Let's jump into understanding what customer retention is, and why it matters, especially for online businesses. This foundational knowledge will set the stage for deeper exploration in subsequent concepts.




What is Customer Retention?
Customer retention measures the ability of a company to keep its customers over a specified period. It reflects how well a business maintains its customer relationships post-acquisition.

For instance, an e-commerce site may consider a customer retained if they make repeat purchases each quarter, indicating ongoing satisfaction and engagement with the brand.
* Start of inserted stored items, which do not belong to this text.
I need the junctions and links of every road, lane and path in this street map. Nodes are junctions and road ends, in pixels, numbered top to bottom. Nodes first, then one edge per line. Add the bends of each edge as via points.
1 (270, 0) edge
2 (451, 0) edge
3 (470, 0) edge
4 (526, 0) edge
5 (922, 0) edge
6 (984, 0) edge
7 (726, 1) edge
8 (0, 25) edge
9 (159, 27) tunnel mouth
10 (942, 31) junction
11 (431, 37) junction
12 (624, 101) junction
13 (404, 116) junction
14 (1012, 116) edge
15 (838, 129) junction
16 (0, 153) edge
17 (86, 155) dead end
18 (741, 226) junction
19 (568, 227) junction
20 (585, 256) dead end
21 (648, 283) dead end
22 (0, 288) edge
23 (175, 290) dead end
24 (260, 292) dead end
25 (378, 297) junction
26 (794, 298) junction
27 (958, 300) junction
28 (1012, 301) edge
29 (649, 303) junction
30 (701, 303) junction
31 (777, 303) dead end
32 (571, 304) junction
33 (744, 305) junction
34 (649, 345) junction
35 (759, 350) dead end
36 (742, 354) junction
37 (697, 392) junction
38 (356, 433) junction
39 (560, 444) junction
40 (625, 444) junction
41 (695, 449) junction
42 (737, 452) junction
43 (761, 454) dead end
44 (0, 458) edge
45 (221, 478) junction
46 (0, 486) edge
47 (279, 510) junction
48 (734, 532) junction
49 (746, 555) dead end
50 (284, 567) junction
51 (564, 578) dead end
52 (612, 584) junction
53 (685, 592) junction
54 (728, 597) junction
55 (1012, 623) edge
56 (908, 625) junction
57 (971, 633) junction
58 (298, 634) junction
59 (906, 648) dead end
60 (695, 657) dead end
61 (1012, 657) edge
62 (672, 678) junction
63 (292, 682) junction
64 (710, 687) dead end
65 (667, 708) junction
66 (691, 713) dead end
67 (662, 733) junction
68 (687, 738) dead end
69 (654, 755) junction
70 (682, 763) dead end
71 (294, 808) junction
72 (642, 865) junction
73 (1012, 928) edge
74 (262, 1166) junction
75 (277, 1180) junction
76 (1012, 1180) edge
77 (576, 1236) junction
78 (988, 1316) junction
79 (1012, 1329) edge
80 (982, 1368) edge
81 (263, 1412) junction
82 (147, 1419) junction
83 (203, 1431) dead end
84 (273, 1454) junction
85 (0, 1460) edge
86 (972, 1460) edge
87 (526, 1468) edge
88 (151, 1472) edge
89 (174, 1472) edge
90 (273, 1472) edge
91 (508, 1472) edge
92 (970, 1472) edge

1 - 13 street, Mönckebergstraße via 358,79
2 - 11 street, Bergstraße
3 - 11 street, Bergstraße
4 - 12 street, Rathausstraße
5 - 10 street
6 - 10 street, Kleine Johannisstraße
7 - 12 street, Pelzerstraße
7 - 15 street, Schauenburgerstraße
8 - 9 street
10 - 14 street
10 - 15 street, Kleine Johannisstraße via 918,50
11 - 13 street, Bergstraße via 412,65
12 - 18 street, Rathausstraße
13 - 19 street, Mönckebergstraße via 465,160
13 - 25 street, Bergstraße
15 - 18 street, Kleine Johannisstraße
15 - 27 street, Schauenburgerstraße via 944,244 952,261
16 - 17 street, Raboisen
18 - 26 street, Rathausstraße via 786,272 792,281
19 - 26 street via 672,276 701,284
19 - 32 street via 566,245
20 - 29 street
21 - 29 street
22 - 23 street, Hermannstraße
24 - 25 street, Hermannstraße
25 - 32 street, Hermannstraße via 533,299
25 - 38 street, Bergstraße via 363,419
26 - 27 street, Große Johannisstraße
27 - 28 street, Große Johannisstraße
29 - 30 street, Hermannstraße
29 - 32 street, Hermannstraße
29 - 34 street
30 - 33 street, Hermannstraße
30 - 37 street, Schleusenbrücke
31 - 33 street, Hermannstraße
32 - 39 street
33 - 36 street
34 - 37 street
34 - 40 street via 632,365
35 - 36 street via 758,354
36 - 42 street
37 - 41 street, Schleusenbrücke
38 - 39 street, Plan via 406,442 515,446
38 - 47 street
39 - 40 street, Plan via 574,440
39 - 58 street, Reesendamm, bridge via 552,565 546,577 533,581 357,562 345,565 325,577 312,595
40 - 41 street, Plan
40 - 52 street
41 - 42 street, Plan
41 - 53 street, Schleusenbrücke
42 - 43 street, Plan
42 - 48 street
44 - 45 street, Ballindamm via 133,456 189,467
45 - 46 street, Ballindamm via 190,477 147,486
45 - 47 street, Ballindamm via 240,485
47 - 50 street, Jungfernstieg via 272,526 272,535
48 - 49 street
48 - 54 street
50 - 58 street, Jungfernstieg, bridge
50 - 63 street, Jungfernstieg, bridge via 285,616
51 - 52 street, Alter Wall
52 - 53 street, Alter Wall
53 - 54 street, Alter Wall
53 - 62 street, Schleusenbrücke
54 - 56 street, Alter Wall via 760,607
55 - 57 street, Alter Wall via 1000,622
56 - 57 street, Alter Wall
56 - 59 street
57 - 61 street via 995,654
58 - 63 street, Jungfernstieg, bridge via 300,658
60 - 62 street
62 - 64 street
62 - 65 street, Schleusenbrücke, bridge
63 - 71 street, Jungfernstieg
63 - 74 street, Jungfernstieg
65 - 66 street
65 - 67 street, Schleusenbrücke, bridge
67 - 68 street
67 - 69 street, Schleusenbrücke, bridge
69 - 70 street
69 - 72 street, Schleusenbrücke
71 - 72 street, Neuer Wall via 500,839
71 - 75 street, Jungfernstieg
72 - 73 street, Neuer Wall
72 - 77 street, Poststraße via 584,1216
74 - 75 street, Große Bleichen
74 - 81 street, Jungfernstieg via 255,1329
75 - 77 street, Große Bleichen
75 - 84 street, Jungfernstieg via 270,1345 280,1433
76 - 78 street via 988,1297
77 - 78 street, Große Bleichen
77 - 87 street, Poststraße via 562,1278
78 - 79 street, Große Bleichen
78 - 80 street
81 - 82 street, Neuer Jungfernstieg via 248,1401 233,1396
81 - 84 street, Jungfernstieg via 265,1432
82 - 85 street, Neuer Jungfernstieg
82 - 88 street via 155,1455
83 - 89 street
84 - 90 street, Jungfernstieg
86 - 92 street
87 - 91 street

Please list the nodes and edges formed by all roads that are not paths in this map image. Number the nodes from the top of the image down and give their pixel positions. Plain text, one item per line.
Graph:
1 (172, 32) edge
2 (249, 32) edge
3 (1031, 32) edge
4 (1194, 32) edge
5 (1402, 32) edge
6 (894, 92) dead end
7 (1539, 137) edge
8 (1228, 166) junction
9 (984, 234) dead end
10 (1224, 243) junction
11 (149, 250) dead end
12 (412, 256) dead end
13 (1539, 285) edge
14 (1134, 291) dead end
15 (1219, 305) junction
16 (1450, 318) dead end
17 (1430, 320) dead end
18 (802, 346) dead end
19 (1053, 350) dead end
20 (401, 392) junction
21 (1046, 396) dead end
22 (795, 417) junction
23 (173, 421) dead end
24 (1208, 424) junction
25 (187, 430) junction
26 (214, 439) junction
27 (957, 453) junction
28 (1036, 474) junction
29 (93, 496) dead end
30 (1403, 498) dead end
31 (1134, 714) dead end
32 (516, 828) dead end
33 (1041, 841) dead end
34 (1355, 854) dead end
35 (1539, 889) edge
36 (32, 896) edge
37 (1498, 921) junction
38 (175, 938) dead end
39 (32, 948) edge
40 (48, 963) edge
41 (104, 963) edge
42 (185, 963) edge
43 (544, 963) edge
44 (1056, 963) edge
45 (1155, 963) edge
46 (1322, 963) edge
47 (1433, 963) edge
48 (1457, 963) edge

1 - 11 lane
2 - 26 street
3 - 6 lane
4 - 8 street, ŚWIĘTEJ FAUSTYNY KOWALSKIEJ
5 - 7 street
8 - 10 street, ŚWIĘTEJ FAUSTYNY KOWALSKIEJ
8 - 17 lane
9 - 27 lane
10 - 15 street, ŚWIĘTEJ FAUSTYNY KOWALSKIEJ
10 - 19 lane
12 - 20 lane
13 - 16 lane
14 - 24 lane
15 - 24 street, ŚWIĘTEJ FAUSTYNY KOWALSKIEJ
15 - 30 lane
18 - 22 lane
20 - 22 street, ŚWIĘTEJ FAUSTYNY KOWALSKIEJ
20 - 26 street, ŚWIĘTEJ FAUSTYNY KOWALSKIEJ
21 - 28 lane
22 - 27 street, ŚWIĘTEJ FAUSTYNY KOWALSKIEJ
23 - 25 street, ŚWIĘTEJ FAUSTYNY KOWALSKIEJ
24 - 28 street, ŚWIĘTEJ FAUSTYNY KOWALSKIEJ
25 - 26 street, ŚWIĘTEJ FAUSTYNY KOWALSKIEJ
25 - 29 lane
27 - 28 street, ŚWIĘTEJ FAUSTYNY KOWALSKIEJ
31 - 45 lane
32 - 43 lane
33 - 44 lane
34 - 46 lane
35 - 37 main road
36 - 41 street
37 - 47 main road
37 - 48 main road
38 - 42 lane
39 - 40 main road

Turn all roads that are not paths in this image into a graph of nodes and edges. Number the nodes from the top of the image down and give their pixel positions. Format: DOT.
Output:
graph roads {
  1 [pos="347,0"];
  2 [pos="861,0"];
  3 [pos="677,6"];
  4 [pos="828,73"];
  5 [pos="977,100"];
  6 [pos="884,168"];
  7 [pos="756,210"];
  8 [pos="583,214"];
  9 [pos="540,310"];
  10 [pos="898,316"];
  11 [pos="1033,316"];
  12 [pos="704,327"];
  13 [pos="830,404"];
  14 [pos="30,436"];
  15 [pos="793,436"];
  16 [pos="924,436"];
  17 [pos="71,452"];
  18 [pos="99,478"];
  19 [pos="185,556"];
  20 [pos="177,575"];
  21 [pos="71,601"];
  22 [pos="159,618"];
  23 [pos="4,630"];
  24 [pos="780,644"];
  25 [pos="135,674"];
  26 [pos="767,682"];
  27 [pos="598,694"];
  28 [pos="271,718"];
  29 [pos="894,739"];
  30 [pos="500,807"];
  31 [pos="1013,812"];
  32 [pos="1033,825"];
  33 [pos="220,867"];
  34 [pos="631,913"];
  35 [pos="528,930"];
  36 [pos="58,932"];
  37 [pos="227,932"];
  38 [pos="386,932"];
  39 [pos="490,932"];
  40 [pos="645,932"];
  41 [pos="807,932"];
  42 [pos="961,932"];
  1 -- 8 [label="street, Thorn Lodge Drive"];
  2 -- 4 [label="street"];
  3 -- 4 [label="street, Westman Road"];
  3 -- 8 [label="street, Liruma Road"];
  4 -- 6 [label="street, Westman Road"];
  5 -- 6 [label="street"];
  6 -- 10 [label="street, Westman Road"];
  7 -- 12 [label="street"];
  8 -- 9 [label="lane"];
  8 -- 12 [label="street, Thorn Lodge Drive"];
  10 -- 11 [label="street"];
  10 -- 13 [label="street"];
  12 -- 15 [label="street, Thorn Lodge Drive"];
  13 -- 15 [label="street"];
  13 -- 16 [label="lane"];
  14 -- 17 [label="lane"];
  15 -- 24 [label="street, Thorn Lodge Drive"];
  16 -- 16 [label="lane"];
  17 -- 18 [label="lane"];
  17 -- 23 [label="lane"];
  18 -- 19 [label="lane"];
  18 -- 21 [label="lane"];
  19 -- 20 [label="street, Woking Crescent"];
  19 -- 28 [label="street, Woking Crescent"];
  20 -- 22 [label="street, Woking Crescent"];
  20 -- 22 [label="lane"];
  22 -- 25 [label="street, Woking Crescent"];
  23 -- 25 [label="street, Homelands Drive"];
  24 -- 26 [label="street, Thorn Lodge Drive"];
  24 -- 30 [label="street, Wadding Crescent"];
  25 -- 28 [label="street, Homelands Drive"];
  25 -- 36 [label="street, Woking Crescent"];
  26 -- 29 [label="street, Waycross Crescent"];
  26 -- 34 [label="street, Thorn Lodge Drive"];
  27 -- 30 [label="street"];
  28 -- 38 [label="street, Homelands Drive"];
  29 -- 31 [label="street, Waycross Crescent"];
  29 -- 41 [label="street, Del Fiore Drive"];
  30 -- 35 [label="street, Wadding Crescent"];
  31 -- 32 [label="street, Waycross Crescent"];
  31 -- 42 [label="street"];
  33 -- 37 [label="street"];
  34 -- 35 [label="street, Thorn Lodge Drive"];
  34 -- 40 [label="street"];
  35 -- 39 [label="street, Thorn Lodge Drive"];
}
Why is Retention Important?
Retention is crucial for sustaining business growth and profitability, particularly in online models where competition is fierce and customer loyalty is volatile.

Take, for example, a SaaS provider that relies on monthly subscriptions; maintaining a high retention rate ensures a stable revenue stream and reduces the dependence on acquiring new users, thereby lowering marketing and sales expenses.




How is Retention Calculated?
Retention is typically calculated by determining the percentage of customers who remain active over a time period relative to the number at the beginning of the period.

For example, a streaming service might track how many subscribers renew each month versus those who cancel, providing them with a clear picture of their retention effectiveness.

We will cover the nuances of this calculation using cohorts in upcoming concepts.




Takeaway:
Understanding customer retention's what, why, and how lays the groundwork for upcoming discussions on its impact on growth models and the specific calculation methods tailored to different online business models. These insights are essential for any business aiming to thrive in the digital economy.